Papst hofft auf Fußball-WM als Zeichen für Frieden

epd-bild/Thomas Lohnes

Papst Franziskus

Papst Franziskus

Der aus Argentinien stammende Fußballfan Franziskus hofft auf "Gelegenheit für Begegnung, Dialog und für Geschwisterlichkeit der Kulturen und verschiedenen Religionen" bei dem Turnier in Russland.

Papst Franziskus hat die Hoffnung geäußert, dass die Fußball-Weltmeisterschaft zu Bemühungen um Konfliktlösung beitragen wird. "Möge dieses bedeutende Sportereignis Gelegenheit für Begegnung, Dialog und für Geschwisterlichkeit der Kulturen und verschiedenen Religionen sein", sagte er am Mittwoch bei der wöchentlichen Generalaudienz auf dem Petersplatz in Rom am Tag vor der Eröffnung der WM. Die Spiele sollten Solidarität und Frieden zwischen den Nationen fördern, mahnte Franziskus, der selbst erklärter Fußballfan ist.

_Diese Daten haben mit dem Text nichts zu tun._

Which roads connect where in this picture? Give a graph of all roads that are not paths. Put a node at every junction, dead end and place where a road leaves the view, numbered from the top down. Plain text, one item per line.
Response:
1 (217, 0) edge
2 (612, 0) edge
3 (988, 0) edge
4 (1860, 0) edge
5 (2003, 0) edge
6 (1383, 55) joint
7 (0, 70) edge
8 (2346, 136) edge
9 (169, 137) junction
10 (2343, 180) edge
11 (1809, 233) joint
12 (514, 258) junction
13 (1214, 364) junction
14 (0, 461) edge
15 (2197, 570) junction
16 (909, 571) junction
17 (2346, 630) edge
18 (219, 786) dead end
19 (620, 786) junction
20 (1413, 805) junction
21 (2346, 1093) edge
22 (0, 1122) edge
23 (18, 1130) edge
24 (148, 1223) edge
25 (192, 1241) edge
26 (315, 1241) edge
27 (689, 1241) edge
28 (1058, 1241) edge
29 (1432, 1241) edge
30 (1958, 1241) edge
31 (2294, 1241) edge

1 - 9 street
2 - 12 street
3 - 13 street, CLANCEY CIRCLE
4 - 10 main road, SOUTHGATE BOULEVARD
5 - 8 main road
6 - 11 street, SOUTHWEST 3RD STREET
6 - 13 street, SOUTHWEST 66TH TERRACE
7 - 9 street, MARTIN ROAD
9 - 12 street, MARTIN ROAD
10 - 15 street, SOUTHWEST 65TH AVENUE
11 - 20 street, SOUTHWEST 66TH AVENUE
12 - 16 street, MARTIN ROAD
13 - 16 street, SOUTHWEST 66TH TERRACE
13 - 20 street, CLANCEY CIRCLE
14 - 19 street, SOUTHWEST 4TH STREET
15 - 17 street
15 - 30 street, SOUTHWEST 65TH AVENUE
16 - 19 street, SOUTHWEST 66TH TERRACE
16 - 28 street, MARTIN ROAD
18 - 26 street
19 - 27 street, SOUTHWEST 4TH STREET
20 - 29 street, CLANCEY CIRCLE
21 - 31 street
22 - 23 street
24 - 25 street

Er gehört seit seiner Kindheit zu den Anhängern des argentinischen Erstligisten Atlético San Lorenzo de Almagro aus Buenos Aires.

Torhüter

Ob der Papst am Donnerstag das Auftakt-Spiel der Fußball-WM in Moskau zwischen Russland und Saudi-Arabien verfolgen wird, ist nicht bekannt. Zu den Gästen, die er in Audienz empfängt, gehören immer wieder auch Fußballmannschaften, darunter 2016 auch die deutsche Nationalelf. Er selbst spielte als Junge nach eigenem Bekunden wegen seiner schwerfälligen Bewegungen als Torhüter.